How to Calculate Your Potential Financial Exposure for CCPA Violations
The California Consumer Privacy Act (CCPA) was enacted in June 2018 and effective on January 1, 2020. Although enforcement by the California Attorney General (AG) has been delayed until July 1, 2020, the AG has specifically advised that the gap between January 1 and July 1 should not be viewed as a safe harbor.
Before the current COVID-19 pandemic, the AG had indicated that his office intended to aggressively enforce the CCPA. Several industry groups and others recently sent written requests to the AG’s office to delay enforcement of the CCPA due to the current COVID-19 pandemic. A representative from the AG’s office responded in late March 2020 that enforcement actions will not be delayed due to pandemic.
In light of the AG’s aggressive enforcement stance, it may be a good time to review your financial institution’s CCPA compliance program to ensure it can survive scrutiny. It might also be a good time to review the civil liability and damages provisions under the CCPA to highlight the potential financial exposure your financial institution may face in an AG enforcement action or data breach-related litigation.
Statutory Liability Provisions
The CCPA permits the AG to recover a civil penalty of up to $2,500 per violation or $7,500 per each intentional violation in enforcement actions. Although financial institutions will be afforded the opportunity to cure any alleged violations within 30 days of notification of noncompliance, it may be difficult to stand up or remediate issues in a CCPA compliance program in only 30 days.
The CCPA also provides for a private right of action for certain data breaches and permits the recovery of damages of $100 to $750 per consumer per incident or actual damages, whichever is greater. The CCPA provides the same 30-day notification and cure period prior to the initiation of any individual or class action for statutory damages. Due to the increased focus on data privacy, the defense and plaintiffs' bars are preparing for a wave of data privacy litigation under the CCPA. As of the date of this alert, four class action complaints alleging CCPA liability in data breach incidents had been filed and more such cases are likely on the horizon.
Crunching the Numbers
The following questionnaire will help you determine your financial institution’s potential financial exposure under the CCPA based on the scenarios outlined above. If you answer “no” to the first question, it may also be a good time to review the scope of the CCPA and your business footprint and data inventory to ensure your financial institution can defend that answer. Let’s get started with the questionnaire:
Are you subject to the CCPA? Yes or no.
If no, stop.
If yes, did you receive a notification of noncompliance giving you 30 days to cure the alleged violation(s) of the CCPA? Yes or no.
If no, stop.
If yes, did you cure the alleged violation(s) of the CCPA in that 30-day grace period? Yes or no.
- If yes, stop.
If no, was the notification of noncompliance sent by the California AG? Yes or no.
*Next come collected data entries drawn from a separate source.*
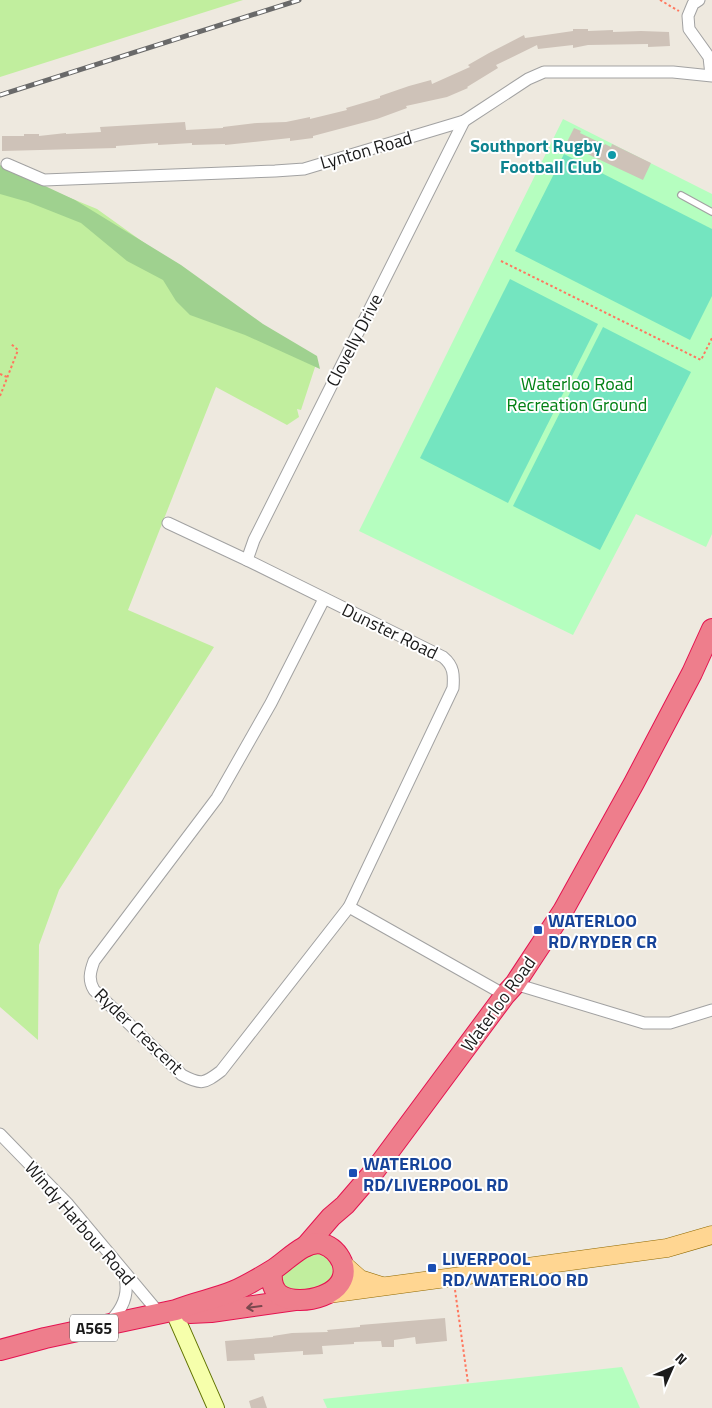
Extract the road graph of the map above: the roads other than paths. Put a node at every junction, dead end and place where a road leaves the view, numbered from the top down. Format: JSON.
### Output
{"nodes":[{"id":1,"x":699,"y":0,"type":"edge"},
{"id":2,"x":711,"y":75,"type":"edge"},
{"id":3,"x":464,"y":121,"type":"junction"},
{"id":4,"x":4,"y":163,"type":"edge"},
{"id":5,"x":681,"y":195,"type":"dead end"},
{"id":6,"x":712,"y":212,"type":"edge"},
{"id":7,"x":168,"y":523,"type":"dead end"},
{"id":8,"x":247,"y":560,"type":"junction"},
{"id":9,"x":324,"y":599,"type":"junction"},
{"id":10,"x":712,"y":629,"type":"edge"},
{"id":11,"x":348,"y":908,"type":"junction"},
{"id":12,"x":510,"y":989,"type":"junction"},
{"id":13,"x":712,"y":1010,"type":"edge"},
{"id":14,"x":0,"y":1134,"type":"edge"},
{"id":15,"x":345,"y":1205,"type":"junction"},
{"id":16,"x":712,"y":1236,"type":"edge"},
{"id":17,"x":306,"y":1246,"type":"junction"},
{"id":18,"x":340,"y":1258,"type":"junction"},
{"id":19,"x":124,"y":1271,"type":"junction"},
{"id":20,"x":272,"y":1271,"type":"junction"},
{"id":21,"x":382,"y":1286,"type":"junction"},
{"id":22,"x":328,"y":1294,"type":"junction"},
{"id":23,"x":302,"y":1299,"type":"junction"},
{"id":24,"x":169,"y":1311,"type":"junction"},
{"id":25,"x":106,"y":1325,"type":"junction"},
{"id":26,"x":0,"y":1350,"type":"edge"},
{"id":27,"x":216,"y":1408,"type":"edge"}],
"edges":[{"from":1,"to":2,"type":"street"},
{"from":2,"to":3,"type":"street","name":"Lynton Road"},
{"from":3,"to":4,"type":"street","name":"Lynton Road"},
{"from":3,"to":8,"type":"street","name":"Clovelly Drive"},
{"from":5,"to":6,"type":"lane"},
{"from":7,"to":8,"type":"street","name":"Dunster Road"},
{"from":8,"to":9,"type":"street","name":"Dunster Road"},
{"from":9,"to":11,"type":"street","name":"Dunster Road"},
{"from":9,"to":11,"type":"street","name":"Ryder Crescent"},
{"from":10,"to":12,"type":"highway","name":"Waterloo Road","number":"A565"},
{"from":11,"to":12,"type":"street"},
{"from":12,"to":13,"type":"street"},
{"from":12,"to":15,"type":"highway","name":"Waterloo Road","number":"A565"},
{"from":14,"to":19,"type":"street","name":"Windy Harbour Road"},
{"from":15,"to":17,"type":"highway","name":"Waterloo Road","number":"A565"},
{"from":15,"to":18,"type":"highway","name":"Waterloo Road","number":"A565"},
{"from":16,"to":21,"type":"main road"},
{"from":17,"to":18,"type":"highway"},
{"from":17,"to":20,"type":"highway","number":"A565"},
{"from":18,"to":21,"type":"main road"},
{"from":18,"to":22,"type":"highway","number":"A565"},
{"from":19,"to":24,"type":"street","name":"Windy Harbour Road"},
{"from":19,"to":25,"type":"street"},
{"from":20,"to":23,"type":"highway","number":"A565"},
{"from":20,"to":24,"type":"highway","number":"A565"},
{"from":21,"to":22,"type":"main road"},
{"from":22,"to":23,"type":"highway","number":"A565"},
{"from":23,"to":24,"type":"highway","number":"A565","one_way":true},
{"from":24,"to":25,"type":"highway","number":"A565"},
{"from":24,"to":27,"type":"street"},
{"from":25,"to":26,"type":"highway","number":"A565"}]}
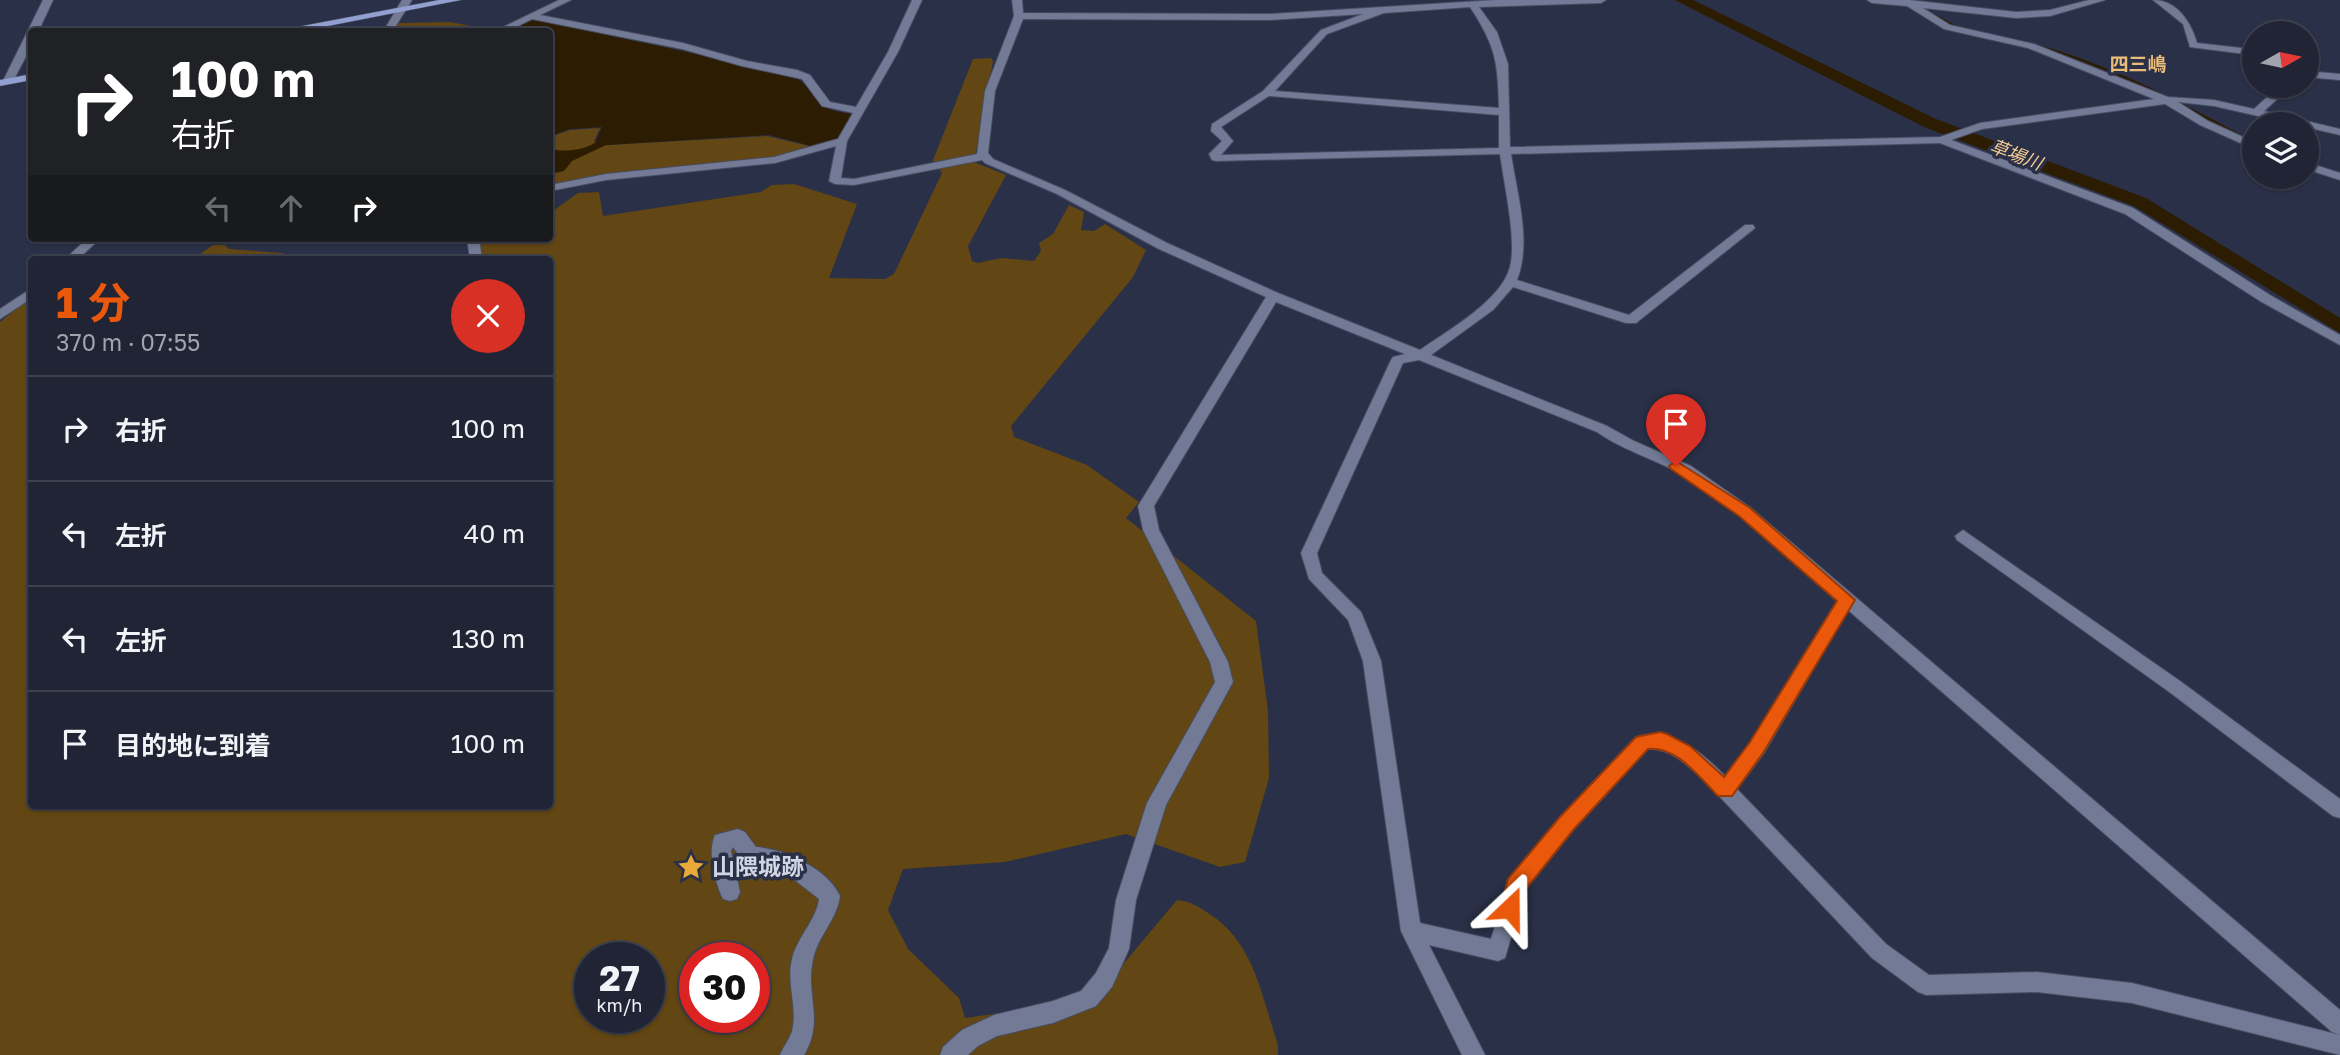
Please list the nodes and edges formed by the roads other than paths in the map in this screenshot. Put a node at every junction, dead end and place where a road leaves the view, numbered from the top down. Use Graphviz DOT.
graph roads {
  1 [pos="48,0"];
  2 [pos="456,0"];
  3 [pos="566,0"];
  4 [pos="917,0"];
  5 [pos="1017,0"];
  6 [pos="1601,0"];
  7 [pos="1872,0"];
  8 [pos="2101,0"];
  9 [pos="2158,0"];
  10 [pos="1905,1"];
  11 [pos="406,4"];
  12 [pos="1473,4"];
  13 [pos="1380,5"];
  14 [pos="529,16"];
  15 [pos="1019,16"];
  16 [pos="34,28"];
  17 [pos="295,28"];
  18 [pos="390,28"];
  19 [pos="505,28"];
  20 [pos="28,40"];
  21 [pos="2242,50"];
  22 [pos="2319,75"];
  23 [pos="2340,76"];
  24 [pos="28,78"];
  25 [pos="4,82"];
  26 [pos="1267,93"];
  27 [pos="2273,98"];
  28 [pos="2166,100"];
  29 [pos="859,111"];
  30 [pos="1504,112"];
  31 [pos="2251,112"];
  32 [pos="2257,112"];
  33 [pos="2319,127"];
  34 [pos="2340,132"];
  35 [pos="1941,140"];
  36 [pos="2242,140"];
  37 [pos="842,141"];
  38 [pos="1505,150"];
  39 [pos="983,156"];
  40 [pos="2319,169"];
  41 [pos="2340,177"];
  42 [pos="553,187"];
  43 [pos="1749,228"];
  44 [pos="90,242"];
  45 [pos="74,256"];
  46 [pos="1510,282"];
  47 [pos="28,295"];
  48 [pos="1273,296"];
  49 [pos="0,315"];
  50 [pos="2340,341"];
  51 [pos="1422,355"];
  52 [pos="1963,536"];
  53 [pos="1846,600"];
  54 [pos="1725,790"];
  55 [pos="2340,810"];
  56 [pos="730,892"];
  57 [pos="1411,931"];
  58 [pos="2340,1024"];
  59 [pos="2340,1046"];
  60 [pos="1472,1054"];
  61 [pos="791,1055"];
  62 [pos="951,1055"];
  1 -- 16 [label="street"];
  2 -- 11 [label="main road"];
  3 -- 14 [label="street"];
  4 -- 29 [label="street"];
  5 -- 15 [label="street"];
  6 -- 12 [label="street"];
  7 -- 10 [label="street"];
  8 -- 10 [label="street"];
  9 -- 21 [label="street"];
  10 -- 28 [label="street"];
  11 -- 17 [label="main road"];
  11 -- 18 [label="street"];
  12 -- 13 [label="street"];
  12 -- 30 [label="street"];
  13 -- 15 [label="street"];
  13 -- 26 [label="street"];
  14 -- 19 [label="street"];
  14 -- 29 [label="street"];
  15 -- 39 [label="street"];
  20 -- 25 [label="street"];
  22 -- 23 [label="street"];
  24 -- 25 [label="main road"];
  26 -- 30 [label="street"];
  26 -- 38 [label="street"];
  27 -- 32 [label="street"];
  28 -- 31 [label="street"];
  28 -- 35 [label="street"];
  28 -- 36 [label="street"];
  29 -- 37 [label="street"];
  30 -- 38 [label="street"];
  33 -- 34 [label="street"];
  35 -- 38 [label="street"];
  35 -- 50 [label="street"];
  37 -- 39 [label="street"];
  37 -- 42 [label="street"];
  38 -- 46 [label="street"];
  39 -- 48 [label="street"];
  40 -- 41 [label="street"];
  43 -- 46 [label="street"];
  44 -- 45 [label="street"];
  46 -- 51 [label="street"];
  47 -- 49 [label="street"];
  48 -- 51 [label="street"];
  48 -- 62 [label="street"];
  51 -- 53 [label="street"];
  51 -- 57 [label="street"];
  52 -- 55 [label="street"];
  53 -- 54 [label="street"];
  53 -- 58 [label="street"];
  54 -- 57 [label="street"];
  54 -- 59 [label="street"];
  56 -- 61 [label="street"];
  57 -- 60 [label="street"];
}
If no, move to the last dark square immediately below.
If yes, determine your possible civil penalty using the following formula: [Insert Number of Violations] X $2,500 = $________.
If yes, and the violation or violations are deemed intentional, disregard the formula immediately above and use the following formula to calculate your possible civil penalty: [Insert number of Violations] X $7,500 = $________.
If no, was the notification of noncompliance related to a data breach and sent by a California resident (whether represented by an attorney or not)? Yes or no.
If no, stop.
If yes, use the following formula to calculate your possible liability for damages in a private right of action: [Number of Impacted California Residents] X [$100 - $750 or actual damages, whichever is greater] = $________. (Note: Add court costs and attorneys' fees.)
There is no statutory cap on the amount of civil penalty that can be recovered by the AG in a civil enforcement action. For example, a business that is unable to timely respond to 50 “see my data” requests from California customers and cannot timely document to the AG that it has improved its CCPA compliance program to prevent such response delays could face a civil penalty of up to $375,000. As the AG begins to aggressively enforce the CCPA, including enforcement actions that “look back” to January 1, 2020, and more CCPA claims reach the courts, it will not be difficult to document the return on investment of maintaining an agile CCPA compliance program.
This alert provides a brief overview of the civil liability and actual damages provisions under the CCPA. This alert is not intended to provide a comprehensive summary of the CCPA or any related laws or regulations. The information in this alert is provided for general informational purposes only and does not, and is not intended to, constitute legal advice. Financial institutions should carefully review the CCPA and any related laws and regulations, as the same may be amended from time to time, and consult with their legal counsel to determine the applicability of the CCPA to their unique business operations. No reader or user of this alert should act or refrain from acting in reliance on any information in this alert without first seeking legal advice from their counsel. Only your legal counsel can provide assurances that the information contained in this document, and your interpretation of this information, is applicable or appropriate to your business. The publication, distribution, and use of this alert does not create an attorney-client relationship between CENTRL, Inc. and any reader or user.